The 20th Anniversary of the Fall of the Berlin Wall
A Denver Post News Photo Blog:
Monday, November 9th, 2009 will mark the 20th anniversary of the day the Berlin Wall came down. Built with barbed wire and concrete in August of 1961 by the Communist East, The Berlin Wall, stretching for about 30 miles, was a Cold War symbol which separated East and West Berlin, preventing people from leaving East Germany. According to the “August 13 Association” which specialises in the history of the Berlin Wall, at least 938 people — 255 in Berlin alone — died, shot by East German border guards, attempting to flee to West Berlin or West Germany. It stood for 28 years as a division between the Soviets and the Allies. The wall was torn down after Communism collapsed in 1989. During the summer of 1989, tens of thousands of East Germans fled the communist regime. The photos below show the initial building of the Wall in 1961, the fall of the Wall in 1989 and how the sections of the Wall look today. The last group of photos shows comparisons of how Berlin looked with the Wall and how the city looks now that the Wall is gone.

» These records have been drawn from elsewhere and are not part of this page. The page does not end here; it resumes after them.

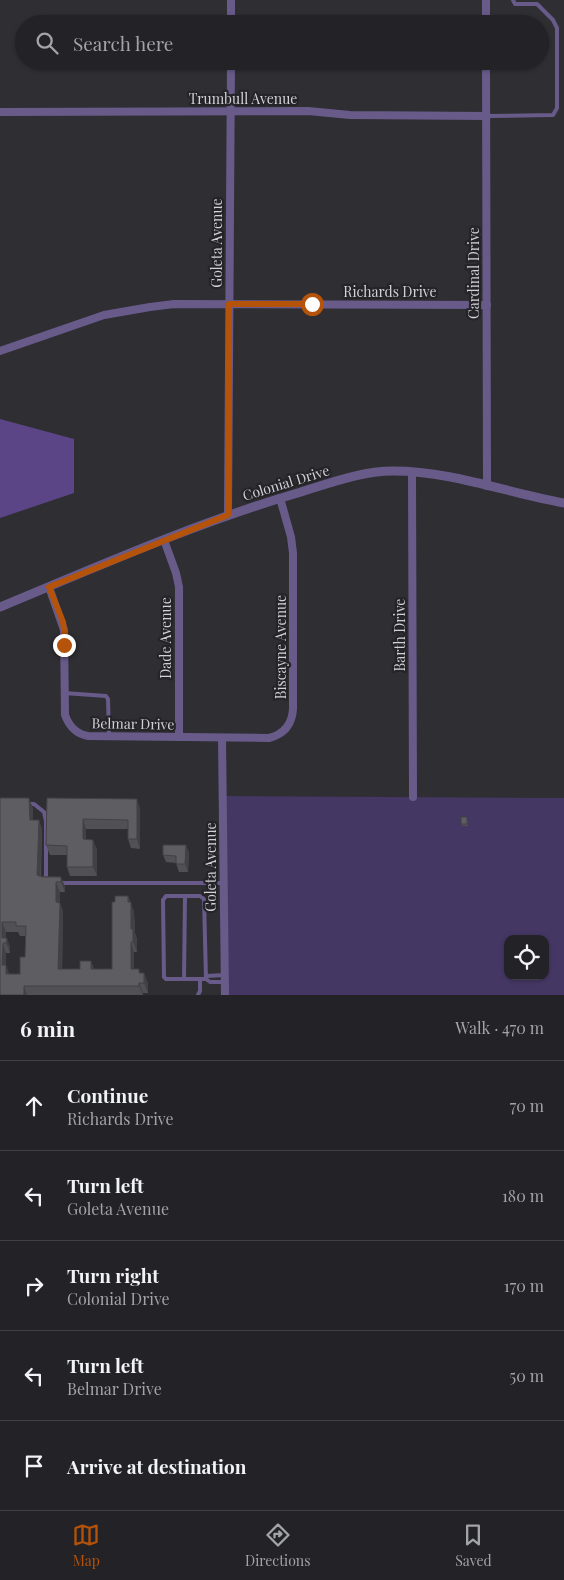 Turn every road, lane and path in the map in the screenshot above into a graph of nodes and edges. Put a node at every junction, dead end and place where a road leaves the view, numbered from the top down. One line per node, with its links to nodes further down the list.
1 (231, 0): 4 (street)
2 (486, 0): 5 (street)
3 (512, 0): 6 (lane)
4 (231, 15)
5 (486, 15)
6 (547, 15)
7 (549, 17): 12 (lane)
8 (231, 70): 10 (street, Goleta Avenue)
9 (486, 70): 12 (street, Cardinal Drive)
10 (230, 111): 11 (street, Trumbull Avenue); 12 (street, Trumbull Avenue); 13 (street, Goleta Avenue)
11 (0, 112)
12 (487, 116): 14 (street, Cardinal Drive)
13 (229, 304): 14 (street, Richards Drive); 15 (street, Richards Drive); 20 (street, Goleta Avenue)
14 (487, 305): 17 (street, Cardinal Drive)
15 (0, 351)
16 (412, 472): 17 (street, Colonial Drive); 18 (street, Colonial Drive); 28 (street, Barth Drive)
17 (487, 486): 19 (street, Colonial Drive)
18 (280, 498): 20 (street, Colonial Drive); 27 (street, Biscayne Avenue)
19 (564, 503)
20 (228, 515): 21 (street, Colonial Drive)
21 (164, 540): 22 (street, Colonial Drive); 26 (street, Dade Avenue)
22 (49, 587): 23 (street, Colonial Drive); 24 (street, Belmar Drive)
23 (0, 607)
24 (64, 693): 25 (street, Belmar Drive); 25 (lane)
25 (109, 736): 26 (street, Belmar Drive)
26 (179, 738): 27 (street, Belmar Drive)
27 (222, 738): 32 (street, Goleta Avenue)
28 (413, 797)
29 (26, 804): 30 (lane)
30 (46, 883)
31 (56, 883): 32 (lane)
32 (224, 883): 35 (street, Goleta Avenue)
33 (184, 896): 34 (lane); 36 (lane); 36 (lane)
34 (206, 977): 35 (lane); 37 (lane)
35 (225, 978): 39 (street, Goleta Avenue)
36 (184, 979): 37 (lane)
37 (200, 979): 38 (lane)
38 (200, 994)
39 (225, 995)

Two weeks after the East German government sealed off the Soviet-occupied sector, Berlin’s former chief crossing point between East and West, the Brandenburg Gate on “Pariser Platz,” appears as no man’s land, in this aerial view taken from the British sector of Berlin, on August 26, 1961. Seen in the foreground is part of the city’s park “Tiergarten,” divided by the avenue “Strasse des 17. Juni,” behind Brandenburg Gate proceeds the famous boulevard “Unter den Linden,” with parts of a newly erected cement barrier on the left. Further in the background is the cupola of the Berliner Dom, left, and the brick-red Berlin City Hall, or “Rotes Rathaus,” in the center. The neoclassical facade of the former grand Hotel Adlon can be seen on the right.